## [Data records]
┌──
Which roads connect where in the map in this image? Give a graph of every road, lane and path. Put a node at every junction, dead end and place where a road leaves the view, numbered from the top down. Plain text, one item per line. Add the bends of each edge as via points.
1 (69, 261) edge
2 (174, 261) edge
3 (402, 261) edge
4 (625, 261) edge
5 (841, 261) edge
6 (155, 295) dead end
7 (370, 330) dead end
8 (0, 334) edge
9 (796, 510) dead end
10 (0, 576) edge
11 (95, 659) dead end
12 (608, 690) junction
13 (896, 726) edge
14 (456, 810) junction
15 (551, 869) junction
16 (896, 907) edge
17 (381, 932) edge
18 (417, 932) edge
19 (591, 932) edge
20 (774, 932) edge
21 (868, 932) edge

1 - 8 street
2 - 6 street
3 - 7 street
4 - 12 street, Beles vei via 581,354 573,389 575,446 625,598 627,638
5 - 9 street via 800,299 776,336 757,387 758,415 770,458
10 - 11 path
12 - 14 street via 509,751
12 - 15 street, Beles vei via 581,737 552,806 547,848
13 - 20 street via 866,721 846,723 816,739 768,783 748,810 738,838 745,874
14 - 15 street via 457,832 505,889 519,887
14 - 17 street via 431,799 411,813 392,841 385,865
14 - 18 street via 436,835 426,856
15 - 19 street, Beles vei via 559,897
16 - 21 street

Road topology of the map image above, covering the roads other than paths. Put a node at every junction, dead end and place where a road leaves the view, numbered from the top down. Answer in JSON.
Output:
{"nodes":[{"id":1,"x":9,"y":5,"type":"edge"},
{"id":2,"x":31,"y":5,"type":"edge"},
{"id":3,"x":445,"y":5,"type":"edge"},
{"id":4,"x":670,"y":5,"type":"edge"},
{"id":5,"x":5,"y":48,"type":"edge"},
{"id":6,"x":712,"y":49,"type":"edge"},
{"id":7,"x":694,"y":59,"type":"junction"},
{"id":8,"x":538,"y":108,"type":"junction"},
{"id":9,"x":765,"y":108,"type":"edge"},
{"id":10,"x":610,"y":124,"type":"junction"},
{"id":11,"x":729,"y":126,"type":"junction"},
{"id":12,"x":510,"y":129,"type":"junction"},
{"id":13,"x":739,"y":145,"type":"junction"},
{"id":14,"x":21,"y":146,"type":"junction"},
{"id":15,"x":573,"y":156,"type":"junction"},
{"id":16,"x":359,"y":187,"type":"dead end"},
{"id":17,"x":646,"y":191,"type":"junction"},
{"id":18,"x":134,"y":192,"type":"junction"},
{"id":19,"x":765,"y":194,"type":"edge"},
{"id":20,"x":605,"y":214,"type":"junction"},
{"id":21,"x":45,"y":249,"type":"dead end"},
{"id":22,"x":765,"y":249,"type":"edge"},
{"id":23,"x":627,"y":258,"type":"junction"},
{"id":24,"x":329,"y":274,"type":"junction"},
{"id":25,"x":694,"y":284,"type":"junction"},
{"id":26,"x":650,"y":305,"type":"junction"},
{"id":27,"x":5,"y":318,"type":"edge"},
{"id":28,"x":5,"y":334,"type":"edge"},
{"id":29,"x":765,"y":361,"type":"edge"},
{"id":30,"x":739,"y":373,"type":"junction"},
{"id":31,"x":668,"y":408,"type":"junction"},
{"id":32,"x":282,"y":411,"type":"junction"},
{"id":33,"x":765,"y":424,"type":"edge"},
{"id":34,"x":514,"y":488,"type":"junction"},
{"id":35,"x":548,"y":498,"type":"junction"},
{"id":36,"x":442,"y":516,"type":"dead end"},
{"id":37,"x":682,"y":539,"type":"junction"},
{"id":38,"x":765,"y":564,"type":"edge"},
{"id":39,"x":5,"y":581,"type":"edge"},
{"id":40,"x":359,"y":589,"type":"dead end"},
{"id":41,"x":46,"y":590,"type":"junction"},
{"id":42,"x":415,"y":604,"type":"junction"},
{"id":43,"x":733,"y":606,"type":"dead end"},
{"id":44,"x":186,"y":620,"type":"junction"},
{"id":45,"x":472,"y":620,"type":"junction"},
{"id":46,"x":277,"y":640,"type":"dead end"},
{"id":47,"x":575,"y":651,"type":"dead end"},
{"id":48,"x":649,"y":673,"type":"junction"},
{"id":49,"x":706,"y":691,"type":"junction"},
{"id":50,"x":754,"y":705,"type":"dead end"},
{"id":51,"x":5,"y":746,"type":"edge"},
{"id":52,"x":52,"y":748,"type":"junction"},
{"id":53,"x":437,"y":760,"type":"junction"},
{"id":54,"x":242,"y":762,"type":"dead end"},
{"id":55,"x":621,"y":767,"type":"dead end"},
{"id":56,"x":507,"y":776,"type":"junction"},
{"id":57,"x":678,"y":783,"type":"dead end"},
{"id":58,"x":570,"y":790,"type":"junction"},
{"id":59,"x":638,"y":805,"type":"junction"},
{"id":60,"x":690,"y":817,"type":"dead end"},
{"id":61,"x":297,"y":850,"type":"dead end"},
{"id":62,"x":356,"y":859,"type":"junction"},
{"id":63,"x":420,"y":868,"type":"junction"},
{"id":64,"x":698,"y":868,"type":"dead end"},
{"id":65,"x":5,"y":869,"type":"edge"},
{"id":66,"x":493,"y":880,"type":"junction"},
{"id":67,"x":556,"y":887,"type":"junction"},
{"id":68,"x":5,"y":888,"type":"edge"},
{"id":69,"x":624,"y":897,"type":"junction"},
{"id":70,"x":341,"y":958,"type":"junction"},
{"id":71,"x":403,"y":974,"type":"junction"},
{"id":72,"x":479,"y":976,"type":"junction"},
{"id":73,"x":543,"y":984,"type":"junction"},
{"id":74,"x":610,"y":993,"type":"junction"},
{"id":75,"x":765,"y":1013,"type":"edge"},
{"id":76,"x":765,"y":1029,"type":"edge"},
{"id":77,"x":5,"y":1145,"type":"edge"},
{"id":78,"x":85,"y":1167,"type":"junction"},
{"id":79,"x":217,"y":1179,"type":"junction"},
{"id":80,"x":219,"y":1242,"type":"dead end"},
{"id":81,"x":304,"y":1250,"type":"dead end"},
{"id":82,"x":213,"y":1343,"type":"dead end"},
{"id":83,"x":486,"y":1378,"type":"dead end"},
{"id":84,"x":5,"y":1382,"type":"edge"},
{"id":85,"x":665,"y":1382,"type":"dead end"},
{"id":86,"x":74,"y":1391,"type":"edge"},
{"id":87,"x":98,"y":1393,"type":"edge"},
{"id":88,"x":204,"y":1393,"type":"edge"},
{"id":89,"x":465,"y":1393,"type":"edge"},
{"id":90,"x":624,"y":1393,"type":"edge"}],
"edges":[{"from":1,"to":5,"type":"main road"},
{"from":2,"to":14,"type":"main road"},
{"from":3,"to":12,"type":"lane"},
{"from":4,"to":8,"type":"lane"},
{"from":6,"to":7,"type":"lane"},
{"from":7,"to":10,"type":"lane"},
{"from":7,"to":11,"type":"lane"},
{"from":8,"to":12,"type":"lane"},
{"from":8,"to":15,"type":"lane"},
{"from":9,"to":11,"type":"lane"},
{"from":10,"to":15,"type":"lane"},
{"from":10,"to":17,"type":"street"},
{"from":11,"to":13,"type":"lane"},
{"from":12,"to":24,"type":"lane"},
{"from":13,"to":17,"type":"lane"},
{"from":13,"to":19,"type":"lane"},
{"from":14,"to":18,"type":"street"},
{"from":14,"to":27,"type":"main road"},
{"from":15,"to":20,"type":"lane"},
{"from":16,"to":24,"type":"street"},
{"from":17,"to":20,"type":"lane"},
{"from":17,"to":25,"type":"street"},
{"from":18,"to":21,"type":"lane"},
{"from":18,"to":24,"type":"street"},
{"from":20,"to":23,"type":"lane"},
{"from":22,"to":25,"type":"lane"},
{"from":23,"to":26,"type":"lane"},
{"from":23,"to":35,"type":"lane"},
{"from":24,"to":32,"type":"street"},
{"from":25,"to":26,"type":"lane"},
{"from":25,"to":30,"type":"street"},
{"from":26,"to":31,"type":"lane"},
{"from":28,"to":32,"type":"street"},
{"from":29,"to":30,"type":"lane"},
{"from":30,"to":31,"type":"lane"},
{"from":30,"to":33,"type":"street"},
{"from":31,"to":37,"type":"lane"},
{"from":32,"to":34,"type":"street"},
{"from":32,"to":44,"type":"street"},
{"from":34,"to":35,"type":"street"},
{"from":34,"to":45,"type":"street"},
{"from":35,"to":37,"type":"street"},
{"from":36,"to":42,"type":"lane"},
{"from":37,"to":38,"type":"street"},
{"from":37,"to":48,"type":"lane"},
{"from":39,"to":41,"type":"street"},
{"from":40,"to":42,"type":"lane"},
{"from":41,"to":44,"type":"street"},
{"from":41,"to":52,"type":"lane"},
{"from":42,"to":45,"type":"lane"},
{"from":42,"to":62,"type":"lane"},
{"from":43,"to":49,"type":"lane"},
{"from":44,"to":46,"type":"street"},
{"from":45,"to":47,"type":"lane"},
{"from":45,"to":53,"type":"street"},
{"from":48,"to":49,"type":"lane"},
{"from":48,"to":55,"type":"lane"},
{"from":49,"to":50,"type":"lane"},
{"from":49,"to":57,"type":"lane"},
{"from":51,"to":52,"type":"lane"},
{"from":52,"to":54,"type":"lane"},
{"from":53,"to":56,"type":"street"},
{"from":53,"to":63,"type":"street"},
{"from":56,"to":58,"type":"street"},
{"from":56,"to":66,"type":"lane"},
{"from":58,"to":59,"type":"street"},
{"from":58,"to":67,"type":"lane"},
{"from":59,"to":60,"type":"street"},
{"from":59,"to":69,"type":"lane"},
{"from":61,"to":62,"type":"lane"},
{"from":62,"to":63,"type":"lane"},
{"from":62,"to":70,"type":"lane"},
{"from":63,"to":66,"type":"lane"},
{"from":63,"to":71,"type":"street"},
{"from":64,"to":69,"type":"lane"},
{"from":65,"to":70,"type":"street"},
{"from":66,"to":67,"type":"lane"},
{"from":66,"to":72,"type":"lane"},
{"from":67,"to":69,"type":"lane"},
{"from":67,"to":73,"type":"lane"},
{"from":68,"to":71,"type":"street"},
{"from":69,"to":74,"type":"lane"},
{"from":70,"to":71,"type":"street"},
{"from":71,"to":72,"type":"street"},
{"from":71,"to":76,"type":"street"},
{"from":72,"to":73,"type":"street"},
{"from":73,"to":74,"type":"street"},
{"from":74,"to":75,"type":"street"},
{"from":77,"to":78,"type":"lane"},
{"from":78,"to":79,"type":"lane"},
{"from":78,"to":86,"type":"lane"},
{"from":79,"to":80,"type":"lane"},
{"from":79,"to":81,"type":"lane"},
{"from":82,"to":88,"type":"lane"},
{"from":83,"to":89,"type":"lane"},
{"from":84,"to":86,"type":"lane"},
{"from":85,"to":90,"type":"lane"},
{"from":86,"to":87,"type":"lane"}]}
└──
Reply with the count alone: how many lines of the records contain the string "every"?

2